** Opening Input data block **

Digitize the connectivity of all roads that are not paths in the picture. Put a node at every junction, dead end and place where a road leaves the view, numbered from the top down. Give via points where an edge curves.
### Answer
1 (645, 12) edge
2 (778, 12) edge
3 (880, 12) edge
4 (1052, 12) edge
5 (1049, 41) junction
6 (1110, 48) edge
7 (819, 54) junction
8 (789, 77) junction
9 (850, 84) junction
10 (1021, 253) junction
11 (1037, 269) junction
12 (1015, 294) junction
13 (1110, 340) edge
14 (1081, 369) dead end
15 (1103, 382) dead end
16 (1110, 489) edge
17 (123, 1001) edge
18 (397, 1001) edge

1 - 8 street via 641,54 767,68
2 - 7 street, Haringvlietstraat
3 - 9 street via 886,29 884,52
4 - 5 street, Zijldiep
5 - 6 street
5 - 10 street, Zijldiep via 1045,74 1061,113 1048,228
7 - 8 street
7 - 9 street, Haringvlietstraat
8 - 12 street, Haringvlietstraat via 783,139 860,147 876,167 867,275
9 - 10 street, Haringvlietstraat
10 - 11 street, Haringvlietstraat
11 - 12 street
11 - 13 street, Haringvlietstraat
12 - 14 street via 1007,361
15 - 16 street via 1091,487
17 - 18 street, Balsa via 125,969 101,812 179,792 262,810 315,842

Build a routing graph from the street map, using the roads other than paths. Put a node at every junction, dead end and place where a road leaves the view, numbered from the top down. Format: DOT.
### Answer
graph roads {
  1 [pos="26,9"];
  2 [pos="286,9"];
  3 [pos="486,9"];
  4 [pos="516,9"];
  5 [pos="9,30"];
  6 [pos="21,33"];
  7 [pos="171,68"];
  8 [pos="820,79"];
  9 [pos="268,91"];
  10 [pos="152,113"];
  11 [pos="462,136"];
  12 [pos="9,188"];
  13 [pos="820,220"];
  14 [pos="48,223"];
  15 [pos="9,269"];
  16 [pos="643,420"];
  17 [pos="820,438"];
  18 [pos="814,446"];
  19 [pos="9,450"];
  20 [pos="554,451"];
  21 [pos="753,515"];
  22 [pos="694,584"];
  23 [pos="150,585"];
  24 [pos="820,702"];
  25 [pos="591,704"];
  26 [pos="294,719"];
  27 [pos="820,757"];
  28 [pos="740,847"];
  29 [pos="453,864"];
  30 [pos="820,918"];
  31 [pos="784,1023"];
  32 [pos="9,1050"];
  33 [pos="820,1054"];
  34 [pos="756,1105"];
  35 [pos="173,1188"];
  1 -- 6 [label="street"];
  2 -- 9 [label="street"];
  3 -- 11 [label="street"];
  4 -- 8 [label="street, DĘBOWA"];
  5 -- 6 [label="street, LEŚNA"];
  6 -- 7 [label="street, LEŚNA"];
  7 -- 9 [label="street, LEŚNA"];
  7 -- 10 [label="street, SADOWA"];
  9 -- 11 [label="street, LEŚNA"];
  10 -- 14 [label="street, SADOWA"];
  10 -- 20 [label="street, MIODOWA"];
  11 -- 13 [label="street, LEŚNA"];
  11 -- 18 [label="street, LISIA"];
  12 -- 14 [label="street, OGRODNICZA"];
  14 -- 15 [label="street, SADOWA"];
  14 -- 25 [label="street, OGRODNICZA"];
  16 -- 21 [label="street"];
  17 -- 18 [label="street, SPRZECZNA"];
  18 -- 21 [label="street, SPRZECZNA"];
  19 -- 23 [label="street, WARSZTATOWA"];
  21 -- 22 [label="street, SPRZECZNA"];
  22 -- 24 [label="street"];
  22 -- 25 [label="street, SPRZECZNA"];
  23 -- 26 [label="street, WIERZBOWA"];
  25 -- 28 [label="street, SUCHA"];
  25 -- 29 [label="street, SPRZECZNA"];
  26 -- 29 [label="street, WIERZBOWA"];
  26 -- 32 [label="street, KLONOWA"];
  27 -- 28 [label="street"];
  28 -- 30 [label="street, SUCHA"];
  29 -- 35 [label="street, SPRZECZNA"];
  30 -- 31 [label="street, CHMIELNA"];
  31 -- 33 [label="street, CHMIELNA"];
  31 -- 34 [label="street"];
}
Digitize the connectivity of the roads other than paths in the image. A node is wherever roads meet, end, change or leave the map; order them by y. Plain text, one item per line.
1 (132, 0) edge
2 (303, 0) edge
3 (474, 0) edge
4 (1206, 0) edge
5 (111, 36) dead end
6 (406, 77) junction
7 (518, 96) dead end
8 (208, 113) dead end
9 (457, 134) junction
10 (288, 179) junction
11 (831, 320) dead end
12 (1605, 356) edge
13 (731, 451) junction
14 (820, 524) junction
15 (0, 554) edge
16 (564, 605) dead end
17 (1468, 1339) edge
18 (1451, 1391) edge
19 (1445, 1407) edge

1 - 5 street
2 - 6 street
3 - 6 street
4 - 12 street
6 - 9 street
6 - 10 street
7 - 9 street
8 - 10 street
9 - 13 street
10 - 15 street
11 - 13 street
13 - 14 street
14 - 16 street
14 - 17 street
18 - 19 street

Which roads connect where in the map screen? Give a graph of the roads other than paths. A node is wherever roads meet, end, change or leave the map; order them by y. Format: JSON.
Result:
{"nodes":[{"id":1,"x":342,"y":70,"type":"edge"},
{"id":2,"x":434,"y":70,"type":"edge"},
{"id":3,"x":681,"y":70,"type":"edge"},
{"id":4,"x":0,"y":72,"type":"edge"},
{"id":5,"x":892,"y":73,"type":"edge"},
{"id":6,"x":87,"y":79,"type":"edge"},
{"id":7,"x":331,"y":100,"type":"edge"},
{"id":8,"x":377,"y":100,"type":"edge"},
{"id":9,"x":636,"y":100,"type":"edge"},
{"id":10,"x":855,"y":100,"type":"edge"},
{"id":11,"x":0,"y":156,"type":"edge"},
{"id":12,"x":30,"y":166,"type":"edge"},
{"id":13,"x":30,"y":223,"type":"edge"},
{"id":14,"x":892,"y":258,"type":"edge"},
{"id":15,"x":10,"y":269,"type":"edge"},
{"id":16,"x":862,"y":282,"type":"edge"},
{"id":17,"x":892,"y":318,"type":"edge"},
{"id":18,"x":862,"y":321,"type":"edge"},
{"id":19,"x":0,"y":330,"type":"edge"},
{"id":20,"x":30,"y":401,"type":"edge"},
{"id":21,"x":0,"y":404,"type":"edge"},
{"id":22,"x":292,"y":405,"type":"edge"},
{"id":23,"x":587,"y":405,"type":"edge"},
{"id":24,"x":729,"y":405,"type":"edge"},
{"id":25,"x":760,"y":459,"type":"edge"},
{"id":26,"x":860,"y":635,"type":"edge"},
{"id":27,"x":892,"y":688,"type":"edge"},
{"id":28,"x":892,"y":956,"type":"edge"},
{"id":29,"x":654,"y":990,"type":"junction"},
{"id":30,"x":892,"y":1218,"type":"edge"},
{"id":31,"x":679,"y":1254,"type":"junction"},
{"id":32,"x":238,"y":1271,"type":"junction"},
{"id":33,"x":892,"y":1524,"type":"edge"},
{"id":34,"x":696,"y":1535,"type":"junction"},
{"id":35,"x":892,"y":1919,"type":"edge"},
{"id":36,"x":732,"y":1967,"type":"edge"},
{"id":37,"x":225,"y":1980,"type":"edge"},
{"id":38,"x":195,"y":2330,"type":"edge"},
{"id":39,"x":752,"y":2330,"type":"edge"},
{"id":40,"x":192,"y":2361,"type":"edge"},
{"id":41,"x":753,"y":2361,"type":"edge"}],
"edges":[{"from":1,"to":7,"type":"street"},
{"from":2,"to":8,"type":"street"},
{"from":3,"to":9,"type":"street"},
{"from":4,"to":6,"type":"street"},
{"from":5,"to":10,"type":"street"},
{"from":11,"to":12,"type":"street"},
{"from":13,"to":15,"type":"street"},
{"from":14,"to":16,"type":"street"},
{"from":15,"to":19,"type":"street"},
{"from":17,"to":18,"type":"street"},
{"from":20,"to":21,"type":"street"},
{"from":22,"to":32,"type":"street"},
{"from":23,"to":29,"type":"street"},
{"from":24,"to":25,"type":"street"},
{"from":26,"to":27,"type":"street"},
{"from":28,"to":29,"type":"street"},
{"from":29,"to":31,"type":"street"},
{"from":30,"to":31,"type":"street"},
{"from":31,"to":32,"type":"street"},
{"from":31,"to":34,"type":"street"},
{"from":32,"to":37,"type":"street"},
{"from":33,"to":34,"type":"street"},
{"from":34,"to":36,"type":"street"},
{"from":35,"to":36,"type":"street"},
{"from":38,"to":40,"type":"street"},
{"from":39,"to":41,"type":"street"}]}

** Closing Input data block **

▶ [Activity]
Search the entries above for the string "connectivity". Copy each line in which it appears.

▶ [Task result]
Digitize the connectivity of all roads that are not paths in the picture. Put a node at every junction, dead end and place where a road leaves the view, numbered from the top down. Give via points where an edge curves.
Digitize the connectivity of the roads other than paths in the image. A node is wherever roads meet, end, change or leave the map; order them by y. Plain text, one item per line.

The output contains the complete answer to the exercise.